● Task description: Quote verbatim the span of lines that begins the listing below and closes with the line containing "width:72px; height:72px; display:grid;".

BEGIN

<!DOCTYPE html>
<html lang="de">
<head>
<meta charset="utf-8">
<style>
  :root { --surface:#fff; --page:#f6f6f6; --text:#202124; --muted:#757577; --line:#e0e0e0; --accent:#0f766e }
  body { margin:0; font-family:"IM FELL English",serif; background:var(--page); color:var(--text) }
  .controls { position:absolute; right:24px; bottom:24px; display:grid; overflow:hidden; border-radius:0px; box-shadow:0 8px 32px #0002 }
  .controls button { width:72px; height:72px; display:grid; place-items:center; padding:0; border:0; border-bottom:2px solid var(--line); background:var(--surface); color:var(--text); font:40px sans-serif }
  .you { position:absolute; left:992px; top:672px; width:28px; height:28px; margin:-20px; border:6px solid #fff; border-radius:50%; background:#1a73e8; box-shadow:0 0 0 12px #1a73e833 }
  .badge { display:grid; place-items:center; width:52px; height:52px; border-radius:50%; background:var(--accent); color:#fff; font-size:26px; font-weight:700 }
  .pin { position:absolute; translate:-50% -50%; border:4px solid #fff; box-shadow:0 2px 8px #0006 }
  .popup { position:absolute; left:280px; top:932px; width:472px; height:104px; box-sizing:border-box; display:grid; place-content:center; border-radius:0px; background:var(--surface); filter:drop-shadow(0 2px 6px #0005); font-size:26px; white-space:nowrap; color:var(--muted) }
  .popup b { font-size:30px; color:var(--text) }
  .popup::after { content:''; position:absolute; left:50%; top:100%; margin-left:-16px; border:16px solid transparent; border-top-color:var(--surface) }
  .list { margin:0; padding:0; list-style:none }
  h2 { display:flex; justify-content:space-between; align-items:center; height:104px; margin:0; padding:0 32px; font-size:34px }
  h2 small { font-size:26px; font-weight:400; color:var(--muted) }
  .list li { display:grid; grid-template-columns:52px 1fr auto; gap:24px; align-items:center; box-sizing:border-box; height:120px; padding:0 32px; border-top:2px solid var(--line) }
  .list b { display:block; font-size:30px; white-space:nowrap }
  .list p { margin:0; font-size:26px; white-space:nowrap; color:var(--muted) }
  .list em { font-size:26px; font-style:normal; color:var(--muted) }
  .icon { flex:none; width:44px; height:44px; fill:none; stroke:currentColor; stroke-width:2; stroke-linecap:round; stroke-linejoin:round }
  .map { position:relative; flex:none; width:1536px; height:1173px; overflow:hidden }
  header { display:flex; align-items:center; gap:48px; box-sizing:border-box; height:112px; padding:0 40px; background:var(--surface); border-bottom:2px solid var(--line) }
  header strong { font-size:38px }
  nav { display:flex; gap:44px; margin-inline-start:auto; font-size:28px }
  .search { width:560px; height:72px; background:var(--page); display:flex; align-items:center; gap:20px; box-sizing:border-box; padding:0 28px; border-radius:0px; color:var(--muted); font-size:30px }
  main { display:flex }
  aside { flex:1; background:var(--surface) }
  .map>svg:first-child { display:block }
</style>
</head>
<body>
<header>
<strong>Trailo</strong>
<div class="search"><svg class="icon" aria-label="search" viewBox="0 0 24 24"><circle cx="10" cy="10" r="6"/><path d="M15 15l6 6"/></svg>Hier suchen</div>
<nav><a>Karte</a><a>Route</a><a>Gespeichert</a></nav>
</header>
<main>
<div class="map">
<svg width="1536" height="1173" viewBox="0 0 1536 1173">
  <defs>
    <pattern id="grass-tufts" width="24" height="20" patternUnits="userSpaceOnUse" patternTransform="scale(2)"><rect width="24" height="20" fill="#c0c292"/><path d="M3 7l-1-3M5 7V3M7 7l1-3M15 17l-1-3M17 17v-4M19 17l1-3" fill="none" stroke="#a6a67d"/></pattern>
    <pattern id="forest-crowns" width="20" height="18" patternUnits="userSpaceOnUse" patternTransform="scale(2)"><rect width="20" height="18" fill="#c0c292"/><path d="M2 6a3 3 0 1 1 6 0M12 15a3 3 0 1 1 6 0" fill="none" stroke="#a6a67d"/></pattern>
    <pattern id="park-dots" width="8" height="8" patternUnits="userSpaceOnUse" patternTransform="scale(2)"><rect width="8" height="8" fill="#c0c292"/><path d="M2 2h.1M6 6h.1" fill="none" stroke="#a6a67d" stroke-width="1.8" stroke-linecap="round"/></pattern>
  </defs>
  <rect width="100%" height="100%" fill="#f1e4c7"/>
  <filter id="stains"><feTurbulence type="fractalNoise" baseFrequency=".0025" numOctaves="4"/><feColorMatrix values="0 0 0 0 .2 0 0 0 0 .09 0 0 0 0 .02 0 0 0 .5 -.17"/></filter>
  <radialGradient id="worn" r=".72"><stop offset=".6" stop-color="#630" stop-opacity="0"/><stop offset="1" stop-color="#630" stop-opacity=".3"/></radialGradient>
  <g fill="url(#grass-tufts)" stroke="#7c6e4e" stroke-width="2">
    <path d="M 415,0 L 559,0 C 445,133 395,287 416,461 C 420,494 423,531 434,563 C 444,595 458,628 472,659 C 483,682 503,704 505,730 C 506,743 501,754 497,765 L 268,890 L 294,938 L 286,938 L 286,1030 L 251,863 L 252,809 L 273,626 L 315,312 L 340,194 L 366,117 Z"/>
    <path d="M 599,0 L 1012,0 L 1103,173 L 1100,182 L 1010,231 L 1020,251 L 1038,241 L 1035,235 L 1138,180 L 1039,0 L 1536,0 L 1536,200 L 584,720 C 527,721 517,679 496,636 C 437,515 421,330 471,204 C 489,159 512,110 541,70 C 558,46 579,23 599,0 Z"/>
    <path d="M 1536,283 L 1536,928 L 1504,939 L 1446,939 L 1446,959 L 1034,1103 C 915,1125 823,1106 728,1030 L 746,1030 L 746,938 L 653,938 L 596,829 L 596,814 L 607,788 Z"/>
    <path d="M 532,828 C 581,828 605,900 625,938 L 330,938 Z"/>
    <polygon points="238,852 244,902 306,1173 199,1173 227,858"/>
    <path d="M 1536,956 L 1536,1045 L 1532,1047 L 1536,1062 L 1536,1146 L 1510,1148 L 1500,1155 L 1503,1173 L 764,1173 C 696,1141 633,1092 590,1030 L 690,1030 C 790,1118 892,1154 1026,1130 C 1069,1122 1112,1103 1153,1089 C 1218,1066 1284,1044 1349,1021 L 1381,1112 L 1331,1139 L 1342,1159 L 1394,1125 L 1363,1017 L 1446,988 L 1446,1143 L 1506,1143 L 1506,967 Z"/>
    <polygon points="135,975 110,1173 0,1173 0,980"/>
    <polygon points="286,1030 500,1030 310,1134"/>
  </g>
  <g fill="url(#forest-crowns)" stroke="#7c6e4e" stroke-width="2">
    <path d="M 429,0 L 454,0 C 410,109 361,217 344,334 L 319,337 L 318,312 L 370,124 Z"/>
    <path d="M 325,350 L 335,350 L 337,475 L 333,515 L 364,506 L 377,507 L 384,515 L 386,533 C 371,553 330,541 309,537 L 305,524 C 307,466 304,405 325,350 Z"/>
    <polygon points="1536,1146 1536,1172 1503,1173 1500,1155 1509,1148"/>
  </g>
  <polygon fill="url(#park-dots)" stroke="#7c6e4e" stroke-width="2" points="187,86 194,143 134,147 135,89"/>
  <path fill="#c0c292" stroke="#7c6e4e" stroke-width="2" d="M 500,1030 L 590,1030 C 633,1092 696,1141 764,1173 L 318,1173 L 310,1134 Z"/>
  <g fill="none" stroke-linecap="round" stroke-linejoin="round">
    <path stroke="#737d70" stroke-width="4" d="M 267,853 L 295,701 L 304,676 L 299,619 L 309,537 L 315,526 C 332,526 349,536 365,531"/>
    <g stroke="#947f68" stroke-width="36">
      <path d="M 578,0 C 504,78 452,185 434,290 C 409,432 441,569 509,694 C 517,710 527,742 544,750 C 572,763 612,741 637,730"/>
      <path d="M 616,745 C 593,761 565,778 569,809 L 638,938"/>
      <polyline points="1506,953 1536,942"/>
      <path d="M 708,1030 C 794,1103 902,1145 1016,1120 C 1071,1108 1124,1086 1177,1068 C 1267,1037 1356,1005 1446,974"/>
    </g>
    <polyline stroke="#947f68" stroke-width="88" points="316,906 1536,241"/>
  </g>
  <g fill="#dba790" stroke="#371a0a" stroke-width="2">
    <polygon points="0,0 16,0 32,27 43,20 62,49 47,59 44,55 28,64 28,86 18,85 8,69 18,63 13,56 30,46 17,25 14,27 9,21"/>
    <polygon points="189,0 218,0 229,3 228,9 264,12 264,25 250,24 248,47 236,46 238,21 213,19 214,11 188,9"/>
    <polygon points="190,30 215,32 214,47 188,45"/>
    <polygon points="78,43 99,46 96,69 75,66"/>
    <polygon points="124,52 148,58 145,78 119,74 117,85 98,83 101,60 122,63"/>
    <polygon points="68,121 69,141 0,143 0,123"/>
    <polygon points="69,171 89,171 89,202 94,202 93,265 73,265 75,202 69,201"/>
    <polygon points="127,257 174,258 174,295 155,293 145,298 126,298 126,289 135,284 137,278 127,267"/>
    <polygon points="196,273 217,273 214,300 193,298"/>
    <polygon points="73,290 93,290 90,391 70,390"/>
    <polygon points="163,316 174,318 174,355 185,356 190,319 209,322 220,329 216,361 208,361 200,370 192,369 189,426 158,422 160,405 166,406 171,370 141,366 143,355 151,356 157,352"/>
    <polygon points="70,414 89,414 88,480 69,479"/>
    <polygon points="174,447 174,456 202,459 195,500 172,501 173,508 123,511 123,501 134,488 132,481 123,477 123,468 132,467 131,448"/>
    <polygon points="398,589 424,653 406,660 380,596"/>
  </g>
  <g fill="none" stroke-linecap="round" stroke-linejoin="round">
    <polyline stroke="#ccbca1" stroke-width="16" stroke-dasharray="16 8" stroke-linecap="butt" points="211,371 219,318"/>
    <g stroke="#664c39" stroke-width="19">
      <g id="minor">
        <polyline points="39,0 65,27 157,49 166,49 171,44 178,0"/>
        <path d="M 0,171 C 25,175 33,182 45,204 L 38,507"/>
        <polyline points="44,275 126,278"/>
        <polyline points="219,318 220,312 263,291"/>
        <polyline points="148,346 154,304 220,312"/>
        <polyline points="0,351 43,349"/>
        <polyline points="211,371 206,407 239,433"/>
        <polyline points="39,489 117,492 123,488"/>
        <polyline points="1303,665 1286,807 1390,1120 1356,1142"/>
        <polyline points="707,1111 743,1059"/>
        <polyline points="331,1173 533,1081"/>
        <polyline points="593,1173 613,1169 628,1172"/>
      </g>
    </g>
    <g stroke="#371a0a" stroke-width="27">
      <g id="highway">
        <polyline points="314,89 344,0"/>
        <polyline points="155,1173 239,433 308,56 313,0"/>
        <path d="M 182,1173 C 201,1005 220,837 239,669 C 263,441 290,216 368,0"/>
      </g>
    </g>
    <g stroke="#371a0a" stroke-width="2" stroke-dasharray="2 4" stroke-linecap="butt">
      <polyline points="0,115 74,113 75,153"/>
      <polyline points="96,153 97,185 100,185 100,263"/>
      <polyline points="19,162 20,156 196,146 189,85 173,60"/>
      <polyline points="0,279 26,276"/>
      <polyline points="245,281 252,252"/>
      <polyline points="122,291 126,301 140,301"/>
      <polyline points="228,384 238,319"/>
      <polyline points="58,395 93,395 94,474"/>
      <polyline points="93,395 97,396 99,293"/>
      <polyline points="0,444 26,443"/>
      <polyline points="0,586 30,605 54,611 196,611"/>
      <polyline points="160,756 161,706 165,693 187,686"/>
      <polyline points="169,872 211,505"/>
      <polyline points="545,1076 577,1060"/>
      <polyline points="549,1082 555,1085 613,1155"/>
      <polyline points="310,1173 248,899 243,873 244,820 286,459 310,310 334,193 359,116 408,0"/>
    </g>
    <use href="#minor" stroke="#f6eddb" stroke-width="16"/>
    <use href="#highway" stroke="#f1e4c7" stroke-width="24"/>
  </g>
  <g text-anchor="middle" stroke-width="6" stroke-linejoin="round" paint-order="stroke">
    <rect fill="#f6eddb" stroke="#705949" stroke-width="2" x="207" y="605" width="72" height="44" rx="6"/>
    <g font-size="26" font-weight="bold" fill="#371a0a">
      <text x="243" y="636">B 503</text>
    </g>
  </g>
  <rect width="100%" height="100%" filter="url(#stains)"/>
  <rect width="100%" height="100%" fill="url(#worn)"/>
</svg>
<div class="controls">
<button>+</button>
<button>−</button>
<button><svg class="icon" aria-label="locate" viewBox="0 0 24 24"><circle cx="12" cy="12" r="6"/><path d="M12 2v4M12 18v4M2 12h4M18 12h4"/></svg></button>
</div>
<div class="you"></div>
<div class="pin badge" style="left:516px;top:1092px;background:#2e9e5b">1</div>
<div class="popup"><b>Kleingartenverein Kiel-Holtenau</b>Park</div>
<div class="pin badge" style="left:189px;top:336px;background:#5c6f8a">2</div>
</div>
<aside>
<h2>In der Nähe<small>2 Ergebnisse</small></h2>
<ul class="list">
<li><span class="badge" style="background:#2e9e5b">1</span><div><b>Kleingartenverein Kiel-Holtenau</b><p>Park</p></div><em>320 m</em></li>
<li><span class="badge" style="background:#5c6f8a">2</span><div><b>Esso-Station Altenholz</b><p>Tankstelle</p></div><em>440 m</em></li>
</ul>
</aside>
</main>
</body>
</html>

END

● Solution to the problem:
<!DOCTYPE html>
<html lang="de">
<head>
<meta charset="utf-8">
<style>
  :root { --surface:#fff; --page:#f6f6f6; --text:#202124; --muted:#757577; --line:#e0e0e0; --accent:#0f766e }
  body { margin:0; font-family:"IM FELL English",serif; background:var(--page); color:var(--text) }
  .controls { position:absolute; right:24px; bottom:24px; display:grid; overflow:hidden; border-radius:0px; box-shadow:0 8px 32px #0002 }
  .controls button { width:72px; height:72px; display:grid; place-items:center; padding:0; border:0; border-bottom:2px solid var(--line); background:var(--surface); color:var(--text); font:40px sans-serif }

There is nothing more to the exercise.